It has been tough as my son is making him self sick over missing his dad. If I ask him any question he just cries and cries for his dad. This is a very upsetting situation. But I am considering taking him to see someone before it gets worst.
Good for you. Sometimes a professional counselor or psychologist can really help pinpoint exactly what the troubles are. Then you can target these areas and help your son heal. The sooner you get help for him and yourself, the sooner you can all settle into being a "big happy family". Good luck and let us know how it goes. I know that there are probably plenty of other moms in your situation who would benefit from your advice. Thanks for sharing.
I also think it would be a great idea to talk to his school counselor. S/he might be a great resource for helping him feel better at school and also to direct you to resources in your community. That might be a really great starting point.
So far it has been the hardest week of my life. I am not really sure why my son would be reacting to the separation of his parents 5 years after the fact. Something that we have tired so far is keeping him busy my family has been very supportive with this and showering him with love. Another thing we just used last night was skype. He was able to see his dad and his dad was able to see him on the camera. It seems to be getting better but the minute he has time to think he is back to a river of tears. I am considering speaking to someone at his school and or friends I have that could refer me to a good counselor in the area.
I think you are making a great effort to try everything and anything, and the parents who gave advice all have great things to say. I think Strong moms was a good place to turn. Good luck to you and your family.
Maybe the baby's arrival has brought up some feelings he didn't realize were there before. Poor little guy. I hope you're able to get some local support for him quickly. It's so hard to see our kids hurting.
He has been doing better. I did talk to someone at the school that I felt would be able to help and that has been great. His dad and I are also working on making it easier for him. I normally have a schedule of when my son goes to sleep.

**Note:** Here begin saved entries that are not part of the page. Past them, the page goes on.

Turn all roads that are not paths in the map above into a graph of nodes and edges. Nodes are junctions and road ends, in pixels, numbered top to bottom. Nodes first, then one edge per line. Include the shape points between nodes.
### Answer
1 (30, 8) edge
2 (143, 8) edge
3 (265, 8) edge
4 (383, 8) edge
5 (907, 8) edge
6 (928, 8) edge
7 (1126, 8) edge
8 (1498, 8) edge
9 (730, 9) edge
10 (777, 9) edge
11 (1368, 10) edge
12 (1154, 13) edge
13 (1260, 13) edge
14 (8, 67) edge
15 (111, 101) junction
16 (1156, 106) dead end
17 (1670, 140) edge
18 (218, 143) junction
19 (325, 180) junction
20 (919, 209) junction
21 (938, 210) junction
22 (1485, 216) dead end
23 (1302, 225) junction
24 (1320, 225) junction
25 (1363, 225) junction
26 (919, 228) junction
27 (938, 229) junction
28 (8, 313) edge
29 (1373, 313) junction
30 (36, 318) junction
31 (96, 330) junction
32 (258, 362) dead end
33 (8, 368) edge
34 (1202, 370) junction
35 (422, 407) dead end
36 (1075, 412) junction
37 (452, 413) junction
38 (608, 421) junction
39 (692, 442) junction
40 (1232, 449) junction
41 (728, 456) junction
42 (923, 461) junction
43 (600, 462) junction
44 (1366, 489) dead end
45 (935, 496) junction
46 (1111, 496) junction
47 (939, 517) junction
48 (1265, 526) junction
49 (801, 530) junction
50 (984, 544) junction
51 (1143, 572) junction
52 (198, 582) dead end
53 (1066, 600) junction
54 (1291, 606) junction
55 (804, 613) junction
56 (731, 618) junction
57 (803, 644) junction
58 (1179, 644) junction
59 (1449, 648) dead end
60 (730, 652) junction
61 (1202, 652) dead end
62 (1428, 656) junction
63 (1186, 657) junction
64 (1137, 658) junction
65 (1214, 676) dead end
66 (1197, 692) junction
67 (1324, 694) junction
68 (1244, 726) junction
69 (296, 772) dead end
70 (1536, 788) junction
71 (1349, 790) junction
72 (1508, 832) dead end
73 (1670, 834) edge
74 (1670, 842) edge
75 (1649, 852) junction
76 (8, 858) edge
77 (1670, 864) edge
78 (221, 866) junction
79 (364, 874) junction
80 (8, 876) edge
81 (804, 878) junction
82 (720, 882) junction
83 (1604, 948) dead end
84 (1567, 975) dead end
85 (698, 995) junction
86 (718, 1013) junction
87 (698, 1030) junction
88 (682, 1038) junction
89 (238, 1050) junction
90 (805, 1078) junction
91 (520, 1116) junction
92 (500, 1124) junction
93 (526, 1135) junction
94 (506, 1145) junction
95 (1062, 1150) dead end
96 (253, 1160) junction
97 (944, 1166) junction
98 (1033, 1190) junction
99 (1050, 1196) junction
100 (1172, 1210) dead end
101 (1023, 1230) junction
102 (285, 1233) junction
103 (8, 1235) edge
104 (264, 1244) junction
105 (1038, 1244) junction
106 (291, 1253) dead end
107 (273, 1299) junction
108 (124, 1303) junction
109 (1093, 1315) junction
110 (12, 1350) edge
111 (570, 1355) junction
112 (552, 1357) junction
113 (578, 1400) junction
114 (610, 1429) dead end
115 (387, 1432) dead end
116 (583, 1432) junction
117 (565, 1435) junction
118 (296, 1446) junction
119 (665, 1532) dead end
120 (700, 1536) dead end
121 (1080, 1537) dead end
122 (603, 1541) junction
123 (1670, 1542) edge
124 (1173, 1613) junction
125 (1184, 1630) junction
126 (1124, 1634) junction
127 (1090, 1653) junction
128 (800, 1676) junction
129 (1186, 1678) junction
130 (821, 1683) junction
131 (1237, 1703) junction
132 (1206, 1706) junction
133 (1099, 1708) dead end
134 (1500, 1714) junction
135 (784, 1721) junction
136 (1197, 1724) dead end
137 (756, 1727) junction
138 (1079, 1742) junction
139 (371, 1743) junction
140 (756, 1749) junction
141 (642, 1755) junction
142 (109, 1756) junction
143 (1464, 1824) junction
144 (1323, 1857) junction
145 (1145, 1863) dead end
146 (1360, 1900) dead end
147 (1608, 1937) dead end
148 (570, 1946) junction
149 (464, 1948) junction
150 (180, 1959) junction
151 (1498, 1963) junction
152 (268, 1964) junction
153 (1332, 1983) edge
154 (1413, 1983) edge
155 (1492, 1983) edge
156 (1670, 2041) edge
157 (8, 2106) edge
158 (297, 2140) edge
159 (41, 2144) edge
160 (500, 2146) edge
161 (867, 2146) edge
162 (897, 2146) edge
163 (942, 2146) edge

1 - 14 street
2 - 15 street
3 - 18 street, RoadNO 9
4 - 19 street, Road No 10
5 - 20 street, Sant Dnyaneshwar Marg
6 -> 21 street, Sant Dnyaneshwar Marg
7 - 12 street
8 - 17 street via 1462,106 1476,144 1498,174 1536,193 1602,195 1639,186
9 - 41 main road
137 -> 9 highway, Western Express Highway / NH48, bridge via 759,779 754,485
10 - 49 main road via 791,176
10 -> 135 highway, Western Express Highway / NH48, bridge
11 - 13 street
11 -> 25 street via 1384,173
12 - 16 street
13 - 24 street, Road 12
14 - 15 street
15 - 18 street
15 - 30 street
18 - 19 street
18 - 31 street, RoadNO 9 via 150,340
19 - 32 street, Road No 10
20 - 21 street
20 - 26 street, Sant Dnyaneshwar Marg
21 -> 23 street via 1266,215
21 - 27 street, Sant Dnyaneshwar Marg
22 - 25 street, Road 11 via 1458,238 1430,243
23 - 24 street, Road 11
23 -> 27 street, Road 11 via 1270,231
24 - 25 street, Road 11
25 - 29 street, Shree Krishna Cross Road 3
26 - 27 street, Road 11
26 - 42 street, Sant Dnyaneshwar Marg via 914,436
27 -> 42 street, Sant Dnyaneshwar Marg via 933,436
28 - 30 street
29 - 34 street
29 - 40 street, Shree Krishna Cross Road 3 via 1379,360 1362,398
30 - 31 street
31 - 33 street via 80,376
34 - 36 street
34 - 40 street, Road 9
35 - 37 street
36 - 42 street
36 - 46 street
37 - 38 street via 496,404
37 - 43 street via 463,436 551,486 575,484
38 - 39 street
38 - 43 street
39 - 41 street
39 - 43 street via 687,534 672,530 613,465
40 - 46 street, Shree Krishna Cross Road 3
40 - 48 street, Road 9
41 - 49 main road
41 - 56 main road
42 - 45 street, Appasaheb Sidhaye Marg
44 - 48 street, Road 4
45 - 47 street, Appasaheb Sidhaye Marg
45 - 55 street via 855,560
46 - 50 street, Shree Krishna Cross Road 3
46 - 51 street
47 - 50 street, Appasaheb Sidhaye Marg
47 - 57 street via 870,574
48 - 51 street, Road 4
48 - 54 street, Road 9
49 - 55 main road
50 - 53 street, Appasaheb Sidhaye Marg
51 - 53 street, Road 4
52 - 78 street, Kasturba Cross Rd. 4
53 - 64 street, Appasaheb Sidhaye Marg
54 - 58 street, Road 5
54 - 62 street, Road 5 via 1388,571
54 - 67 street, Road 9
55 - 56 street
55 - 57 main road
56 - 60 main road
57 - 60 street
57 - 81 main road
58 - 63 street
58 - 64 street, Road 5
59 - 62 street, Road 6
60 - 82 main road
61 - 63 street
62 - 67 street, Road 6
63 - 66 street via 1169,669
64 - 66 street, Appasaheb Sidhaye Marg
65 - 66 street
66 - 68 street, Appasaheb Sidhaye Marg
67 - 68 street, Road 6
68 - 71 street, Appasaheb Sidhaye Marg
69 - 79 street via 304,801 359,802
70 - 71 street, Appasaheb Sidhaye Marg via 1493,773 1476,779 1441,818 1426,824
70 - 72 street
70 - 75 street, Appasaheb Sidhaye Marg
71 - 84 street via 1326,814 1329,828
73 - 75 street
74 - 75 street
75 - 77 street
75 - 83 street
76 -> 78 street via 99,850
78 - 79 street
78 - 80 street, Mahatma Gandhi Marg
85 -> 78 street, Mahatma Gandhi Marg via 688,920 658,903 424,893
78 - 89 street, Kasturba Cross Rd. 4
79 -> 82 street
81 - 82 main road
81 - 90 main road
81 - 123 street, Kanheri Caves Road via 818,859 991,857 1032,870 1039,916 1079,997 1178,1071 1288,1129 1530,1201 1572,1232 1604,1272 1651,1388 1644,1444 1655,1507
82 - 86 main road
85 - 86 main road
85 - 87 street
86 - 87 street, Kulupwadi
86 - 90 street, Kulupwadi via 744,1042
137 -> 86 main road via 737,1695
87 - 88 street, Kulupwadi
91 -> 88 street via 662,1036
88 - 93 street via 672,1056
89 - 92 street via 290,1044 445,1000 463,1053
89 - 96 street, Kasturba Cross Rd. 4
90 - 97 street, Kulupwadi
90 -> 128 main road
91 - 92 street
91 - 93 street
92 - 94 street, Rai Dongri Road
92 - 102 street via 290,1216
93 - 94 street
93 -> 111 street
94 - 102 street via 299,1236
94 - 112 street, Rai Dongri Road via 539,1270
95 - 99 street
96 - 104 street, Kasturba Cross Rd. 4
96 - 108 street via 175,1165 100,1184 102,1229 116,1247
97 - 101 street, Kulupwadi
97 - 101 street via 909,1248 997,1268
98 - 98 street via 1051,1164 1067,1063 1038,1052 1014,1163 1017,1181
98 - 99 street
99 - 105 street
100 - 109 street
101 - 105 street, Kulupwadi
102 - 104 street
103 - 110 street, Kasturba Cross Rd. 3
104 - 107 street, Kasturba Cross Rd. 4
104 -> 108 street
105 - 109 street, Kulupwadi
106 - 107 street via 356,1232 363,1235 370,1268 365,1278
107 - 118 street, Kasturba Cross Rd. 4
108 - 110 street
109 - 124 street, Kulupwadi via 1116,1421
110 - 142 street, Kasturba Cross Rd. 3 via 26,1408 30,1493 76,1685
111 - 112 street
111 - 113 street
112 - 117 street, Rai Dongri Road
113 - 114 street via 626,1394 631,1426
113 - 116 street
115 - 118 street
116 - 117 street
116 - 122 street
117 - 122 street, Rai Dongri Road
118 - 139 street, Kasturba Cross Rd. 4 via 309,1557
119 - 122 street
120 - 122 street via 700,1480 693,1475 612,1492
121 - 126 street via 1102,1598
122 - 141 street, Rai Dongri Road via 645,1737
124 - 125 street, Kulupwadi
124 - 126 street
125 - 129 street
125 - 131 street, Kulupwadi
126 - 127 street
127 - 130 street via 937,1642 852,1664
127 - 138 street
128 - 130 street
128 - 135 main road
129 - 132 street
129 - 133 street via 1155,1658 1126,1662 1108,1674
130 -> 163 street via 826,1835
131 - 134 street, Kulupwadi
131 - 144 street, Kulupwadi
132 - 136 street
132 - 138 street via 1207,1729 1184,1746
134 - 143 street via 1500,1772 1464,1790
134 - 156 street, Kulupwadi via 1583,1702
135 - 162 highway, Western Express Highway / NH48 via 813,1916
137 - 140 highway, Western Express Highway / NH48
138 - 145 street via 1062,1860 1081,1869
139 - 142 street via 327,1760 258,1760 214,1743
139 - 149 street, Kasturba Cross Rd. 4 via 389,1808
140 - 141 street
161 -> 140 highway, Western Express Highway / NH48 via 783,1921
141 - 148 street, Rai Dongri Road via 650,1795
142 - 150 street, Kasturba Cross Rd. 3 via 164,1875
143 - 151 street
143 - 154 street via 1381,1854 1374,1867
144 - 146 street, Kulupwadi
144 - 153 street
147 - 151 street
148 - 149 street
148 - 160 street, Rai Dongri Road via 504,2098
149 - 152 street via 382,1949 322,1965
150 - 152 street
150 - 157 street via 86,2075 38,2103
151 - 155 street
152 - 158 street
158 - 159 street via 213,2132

No later than Nine. It does not always work out with his dad who lives in a different state and time zone. The skype has been really helpful. He is able to talk and see his dad in real time. My son has been doing better. As a mother I sometimes feel so stretch for time and attention. I work full time, take my son to his plan activites, spend time with my daughter and in between all that I am trying to finish my master's. Next time I will try one thing at a time. Do not get me wrong my husband is very helpful but his job is very demanding at times and he does not have a set schedule all the time.
I'm so glad to hear that you've managed to find a couple of things that are making it easier. It's really hard to sometimes to feel good about our routines when our lives are so busy. Take time to care care of yourself too - I think kids pick up on it when mom feels frazzled. ((((HUGS))))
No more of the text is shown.